▶ **Instructions to follow**
Output all of the data below exactly as given.

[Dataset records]
------------------------------------

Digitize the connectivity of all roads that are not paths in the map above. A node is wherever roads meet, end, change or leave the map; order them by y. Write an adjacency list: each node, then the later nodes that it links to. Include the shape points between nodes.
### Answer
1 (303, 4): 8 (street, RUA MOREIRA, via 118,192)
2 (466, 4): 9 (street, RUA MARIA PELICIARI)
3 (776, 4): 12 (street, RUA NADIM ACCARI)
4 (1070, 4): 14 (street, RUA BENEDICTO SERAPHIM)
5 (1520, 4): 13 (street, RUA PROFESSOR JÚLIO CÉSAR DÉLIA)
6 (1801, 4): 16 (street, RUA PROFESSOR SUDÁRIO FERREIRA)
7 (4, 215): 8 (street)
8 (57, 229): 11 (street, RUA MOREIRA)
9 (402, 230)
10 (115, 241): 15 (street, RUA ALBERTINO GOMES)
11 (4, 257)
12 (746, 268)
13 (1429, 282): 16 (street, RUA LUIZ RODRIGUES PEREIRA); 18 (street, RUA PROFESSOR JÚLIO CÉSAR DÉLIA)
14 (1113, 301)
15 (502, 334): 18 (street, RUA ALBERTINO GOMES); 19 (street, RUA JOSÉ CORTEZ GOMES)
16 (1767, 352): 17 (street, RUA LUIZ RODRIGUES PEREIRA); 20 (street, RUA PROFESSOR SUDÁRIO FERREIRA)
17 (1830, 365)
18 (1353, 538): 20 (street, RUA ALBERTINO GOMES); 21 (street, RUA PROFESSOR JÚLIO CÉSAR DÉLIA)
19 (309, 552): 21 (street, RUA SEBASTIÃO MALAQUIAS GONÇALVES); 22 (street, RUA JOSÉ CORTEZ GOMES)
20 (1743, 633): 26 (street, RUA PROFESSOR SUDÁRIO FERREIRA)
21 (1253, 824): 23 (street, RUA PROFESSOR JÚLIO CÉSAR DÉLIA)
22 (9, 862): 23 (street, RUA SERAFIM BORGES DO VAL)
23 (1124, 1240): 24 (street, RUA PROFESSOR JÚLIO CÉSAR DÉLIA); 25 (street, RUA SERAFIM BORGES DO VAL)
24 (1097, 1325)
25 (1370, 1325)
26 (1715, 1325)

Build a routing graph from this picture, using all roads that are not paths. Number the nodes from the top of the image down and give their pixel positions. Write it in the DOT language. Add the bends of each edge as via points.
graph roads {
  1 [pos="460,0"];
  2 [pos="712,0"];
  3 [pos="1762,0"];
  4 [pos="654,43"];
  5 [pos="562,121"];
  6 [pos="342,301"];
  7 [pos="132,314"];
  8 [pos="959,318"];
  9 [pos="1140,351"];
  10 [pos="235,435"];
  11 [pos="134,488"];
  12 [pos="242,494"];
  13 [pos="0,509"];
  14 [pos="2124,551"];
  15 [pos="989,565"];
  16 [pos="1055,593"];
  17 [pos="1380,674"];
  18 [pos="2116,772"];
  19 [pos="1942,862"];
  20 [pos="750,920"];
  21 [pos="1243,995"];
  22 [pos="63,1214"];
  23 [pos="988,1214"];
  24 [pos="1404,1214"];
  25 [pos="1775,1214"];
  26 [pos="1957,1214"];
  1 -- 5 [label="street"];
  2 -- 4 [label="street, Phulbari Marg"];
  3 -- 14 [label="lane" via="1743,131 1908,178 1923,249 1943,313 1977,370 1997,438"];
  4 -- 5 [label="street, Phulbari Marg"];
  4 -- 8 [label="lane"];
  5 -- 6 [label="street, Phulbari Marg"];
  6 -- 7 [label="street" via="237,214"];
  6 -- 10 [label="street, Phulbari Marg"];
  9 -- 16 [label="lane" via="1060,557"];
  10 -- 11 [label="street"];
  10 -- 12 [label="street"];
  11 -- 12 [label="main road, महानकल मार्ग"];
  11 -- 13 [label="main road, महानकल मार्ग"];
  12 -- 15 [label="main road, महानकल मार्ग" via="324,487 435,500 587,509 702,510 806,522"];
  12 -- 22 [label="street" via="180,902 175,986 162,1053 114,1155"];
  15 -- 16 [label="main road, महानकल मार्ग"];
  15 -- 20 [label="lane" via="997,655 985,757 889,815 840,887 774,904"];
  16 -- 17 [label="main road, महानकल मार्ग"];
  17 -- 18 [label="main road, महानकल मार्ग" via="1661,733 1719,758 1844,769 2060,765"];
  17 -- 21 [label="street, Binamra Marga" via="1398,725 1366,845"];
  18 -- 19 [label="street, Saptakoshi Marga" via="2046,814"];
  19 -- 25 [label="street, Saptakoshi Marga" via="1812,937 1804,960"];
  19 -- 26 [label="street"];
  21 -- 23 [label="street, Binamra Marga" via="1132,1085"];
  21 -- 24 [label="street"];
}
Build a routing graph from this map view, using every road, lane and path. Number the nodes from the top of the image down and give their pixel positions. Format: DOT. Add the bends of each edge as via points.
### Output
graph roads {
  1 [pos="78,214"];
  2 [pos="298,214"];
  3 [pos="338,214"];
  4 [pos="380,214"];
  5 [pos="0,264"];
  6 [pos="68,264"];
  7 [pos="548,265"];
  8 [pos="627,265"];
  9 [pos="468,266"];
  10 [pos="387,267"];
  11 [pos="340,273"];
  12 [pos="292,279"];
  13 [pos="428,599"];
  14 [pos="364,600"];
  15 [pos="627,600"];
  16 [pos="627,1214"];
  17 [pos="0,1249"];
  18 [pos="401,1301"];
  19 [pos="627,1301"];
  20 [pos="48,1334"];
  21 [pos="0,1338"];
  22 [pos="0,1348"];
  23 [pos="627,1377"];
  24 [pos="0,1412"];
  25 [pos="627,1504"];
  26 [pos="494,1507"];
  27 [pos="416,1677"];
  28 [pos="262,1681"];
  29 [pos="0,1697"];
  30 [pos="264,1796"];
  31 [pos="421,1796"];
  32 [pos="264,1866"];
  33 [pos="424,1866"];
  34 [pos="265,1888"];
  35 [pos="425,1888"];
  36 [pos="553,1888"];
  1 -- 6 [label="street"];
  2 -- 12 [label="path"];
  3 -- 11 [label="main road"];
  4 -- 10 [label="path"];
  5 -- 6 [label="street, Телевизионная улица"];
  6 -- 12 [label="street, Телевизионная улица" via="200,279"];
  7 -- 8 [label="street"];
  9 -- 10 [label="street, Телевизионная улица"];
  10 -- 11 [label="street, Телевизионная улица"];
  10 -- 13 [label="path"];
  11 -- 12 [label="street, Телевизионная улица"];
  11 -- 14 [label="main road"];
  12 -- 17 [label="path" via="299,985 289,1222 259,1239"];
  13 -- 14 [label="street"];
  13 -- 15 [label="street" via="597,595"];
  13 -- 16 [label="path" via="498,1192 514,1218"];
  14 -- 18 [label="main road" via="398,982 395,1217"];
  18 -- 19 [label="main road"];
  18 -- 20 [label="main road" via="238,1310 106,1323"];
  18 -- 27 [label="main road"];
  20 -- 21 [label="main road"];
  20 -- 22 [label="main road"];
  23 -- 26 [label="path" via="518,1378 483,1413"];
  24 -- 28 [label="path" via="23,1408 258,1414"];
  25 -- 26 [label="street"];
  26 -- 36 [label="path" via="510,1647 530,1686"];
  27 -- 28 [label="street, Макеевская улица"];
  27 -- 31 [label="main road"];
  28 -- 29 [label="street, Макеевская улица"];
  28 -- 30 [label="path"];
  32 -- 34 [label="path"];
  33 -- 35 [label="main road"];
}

------------------------------------

▶ **Written response**
Digitize the connectivity of all roads that are not paths in the map above. A node is wherever roads meet, end, change or leave the map; order them by y. Write an adjacency list: each node, then the later nodes that it links to. Include the shape points between nodes.
### Answer
1 (303, 4): 8 (street, RUA MOREIRA, via 118,192)
2 (466, 4): 9 (street, RUA MARIA PELICIARI)
3 (776, 4): 12 (street, RUA NADIM ACCARI)
4 (1070, 4): 14 (street, RUA BENEDICTO SERAPHIM)
5 (1520, 4): 13 (street, RUA PROFESSOR JÚLIO CÉSAR DÉLIA)
6 (1801, 4): 16 (street, RUA PROFESSOR SUDÁRIO FERREIRA)
7 (4, 215): 8 (street)
8 (57, 229): 11 (street, RUA MOREIRA)
9 (402, 230)
10 (115, 241): 15 (street, RUA ALBERTINO GOMES)
11 (4, 257)
12 (746, 268)
13 (1429, 282): 16 (street, RUA LUIZ RODRIGUES PEREIRA); 18 (street, RUA PROFESSOR JÚLIO CÉSAR DÉLIA)
14 (1113, 301)
15 (502, 334): 18 (street, RUA ALBERTINO GOMES); 19 (street, RUA JOSÉ CORTEZ GOMES)
16 (1767, 352): 17 (street, RUA LUIZ RODRIGUES PEREIRA); 20 (street, RUA PROFESSOR SUDÁRIO FERREIRA)
17 (1830, 365)
18 (1353, 538): 20 (street, RUA ALBERTINO GOMES); 21 (street, RUA PROFESSOR JÚLIO CÉSAR DÉLIA)
19 (309, 552): 21 (street, RUA SEBASTIÃO MALAQUIAS GONÇALVES); 22 (street, RUA JOSÉ CORTEZ GOMES)
20 (1743, 633): 26 (street, RUA PROFESSOR SUDÁRIO FERREIRA)
21 (1253, 824): 23 (street, RUA PROFESSOR JÚLIO CÉSAR DÉLIA)
22 (9, 862): 23 (street, RUA SERAFIM BORGES DO VAL)
23 (1124, 1240): 24 (street, RUA PROFESSOR JÚLIO CÉSAR DÉLIA); 25 (street, RUA SERAFIM BORGES DO VAL)
24 (1097, 1325)
25 (1370, 1325)
26 (1715, 1325)

Build a routing graph from this picture, using all roads that are not paths. Number the nodes from the top of the image down and give their pixel positions. Write it in the DOT language. Add the bends of each edge as via points.
graph roads {
  1 [pos="460,0"];
  2 [pos="712,0"];
  3 [pos="1762,0"];
  4 [pos="654,43"];
  5 [pos="562,121"];
  6 [pos="342,301"];
  7 [pos="132,314"];
  8 [pos="959,318"];
  9 [pos="1140,351"];
  10 [pos="235,435"];
  11 [pos="134,488"];
  12 [pos="242,494"];
  13 [pos="0,509"];
  14 [pos="2124,551"];
  15 [pos="989,565"];
  16 [pos="1055,593"];
  17 [pos="1380,674"];
  18 [pos="2116,772"];
  19 [pos="1942,862"];
  20 [pos="750,920"];
  21 [pos="1243,995"];
  22 [pos="63,1214"];
  23 [pos="988,1214"];
  24 [pos="1404,1214"];
  25 [pos="1775,1214"];
  26 [pos="1957,1214"];
  1 -- 5 [label="street"];
  2 -- 4 [label="street, Phulbari Marg"];
  3 -- 14 [label="lane" via="1743,131 1908,178 1923,249 1943,313 1977,370 1997,438"];
  4 -- 5 [label="street, Phulbari Marg"];
  4 -- 8 [label="lane"];
  5 -- 6 [label="street, Phulbari Marg"];
  6 -- 7 [label="street" via="237,214"];
  6 -- 10 [label="street, Phulbari Marg"];
  9 -- 16 [label="lane" via="1060,557"];
  10 -- 11 [label="street"];
  10 -- 12 [label="street"];
  11 -- 12 [label="main road, महानकल मार्ग"];
  11 -- 13 [label="main road, महानकल मार्ग"];
  12 -- 15 [label="main road, महानकल मार्ग" via="324,487 435,500 587,509 702,510 806,522"];
  12 -- 22 [label="street" via="180,902 175,986 162,1053 114,1155"];
  15 -- 16 [label="main road, महानकल मार्ग"];
  15 -- 20 [label="lane" via="997,655 985,757 889,815 840,887 774,904"];
  16 -- 17 [label="main road, महानकल मार्ग"];
  17 -- 18 [label="main road, महानकल मार्ग" via="1661,733 1719,758 1844,769 2060,765"];
  17 -- 21 [label="street, Binamra Marga" via="1398,725 1366,845"];
  18 -- 19 [label="street, Saptakoshi Marga" via="2046,814"];
  19 -- 25 [label="street, Saptakoshi Marga" via="1812,937 1804,960"];
  19 -- 26 [label="street"];
  21 -- 23 [label="street, Binamra Marga" via="1132,1085"];
  21 -- 24 [label="street"];
}
Build a routing graph from this map view, using every road, lane and path. Number the nodes from the top of the image down and give their pixel positions. Format: DOT. Add the bends of each edge as via points.
### Output
graph roads {
  1 [pos="78,214"];
  2 [pos="298,214"];
  3 [pos="338,214"];
  4 [pos="380,214"];
  5 [pos="0,264"];
  6 [pos="68,264"];
  7 [pos="548,265"];
  8 [pos="627,265"];
  9 [pos="468,266"];
  10 [pos="387,267"];
  11 [pos="340,273"];
  12 [pos="292,279"];
  13 [pos="428,599"];
  14 [pos="364,600"];
  15 [pos="627,600"];
  16 [pos="627,1214"];
  17 [pos="0,1249"];
  18 [pos="401,1301"];
  19 [pos="627,1301"];
  20 [pos="48,1334"];
  21 [pos="0,1338"];
  22 [pos="0,1348"];
  23 [pos="627,1377"];
  24 [pos="0,1412"];
  25 [pos="627,1504"];
  26 [pos="494,1507"];
  27 [pos="416,1677"];
  28 [pos="262,1681"];
  29 [pos="0,1697"];
  30 [pos="264,1796"];
  31 [pos="421,1796"];
  32 [pos="264,1866"];
  33 [pos="424,1866"];
  34 [pos="265,1888"];
  35 [pos="425,1888"];
  36 [pos="553,1888"];
  1 -- 6 [label="street"];
  2 -- 12 [label="path"];
  3 -- 11 [label="main road"];
  4 -- 10 [label="path"];
  5 -- 6 [label="street, Телевизионная улица"];
  6 -- 12 [label="street, Телевизионная улица" via="200,279"];
  7 -- 8 [label="street"];
  9 -- 10 [label="street, Телевизионная улица"];
  10 -- 11 [label="street, Телевизионная улица"];
  10 -- 13 [label="path"];
  11 -- 12 [label="street, Телевизионная улица"];
  11 -- 14 [label="main road"];
  12 -- 17 [label="path" via="299,985 289,1222 259,1239"];
  13 -- 14 [label="street"];
  13 -- 15 [label="street" via="597,595"];
  13 -- 16 [label="path" via="498,1192 514,1218"];
  14 -- 18 [label="main road" via="398,982 395,1217"];
  18 -- 19 [label="main road"];
  18 -- 20 [label="main road" via="238,1310 106,1323"];
  18 -- 27 [label="main road"];
  20 -- 21 [label="main road"];
  20 -- 22 [label="main road"];
  23 -- 26 [label="path" via="518,1378 483,1413"];
  24 -- 28 [label="path" via="23,1408 258,1414"];
  25 -- 26 [label="street"];
  26 -- 36 [label="path" via="510,1647 530,1686"];
  27 -- 28 [label="street, Макеевская улица"];
  27 -- 31 [label="main road"];
  28 -- 29 [label="street, Макеевская улица"];
  28 -- 30 [label="path"];
  32 -- 34 [label="path"];
  33 -- 35 [label="main road"];
}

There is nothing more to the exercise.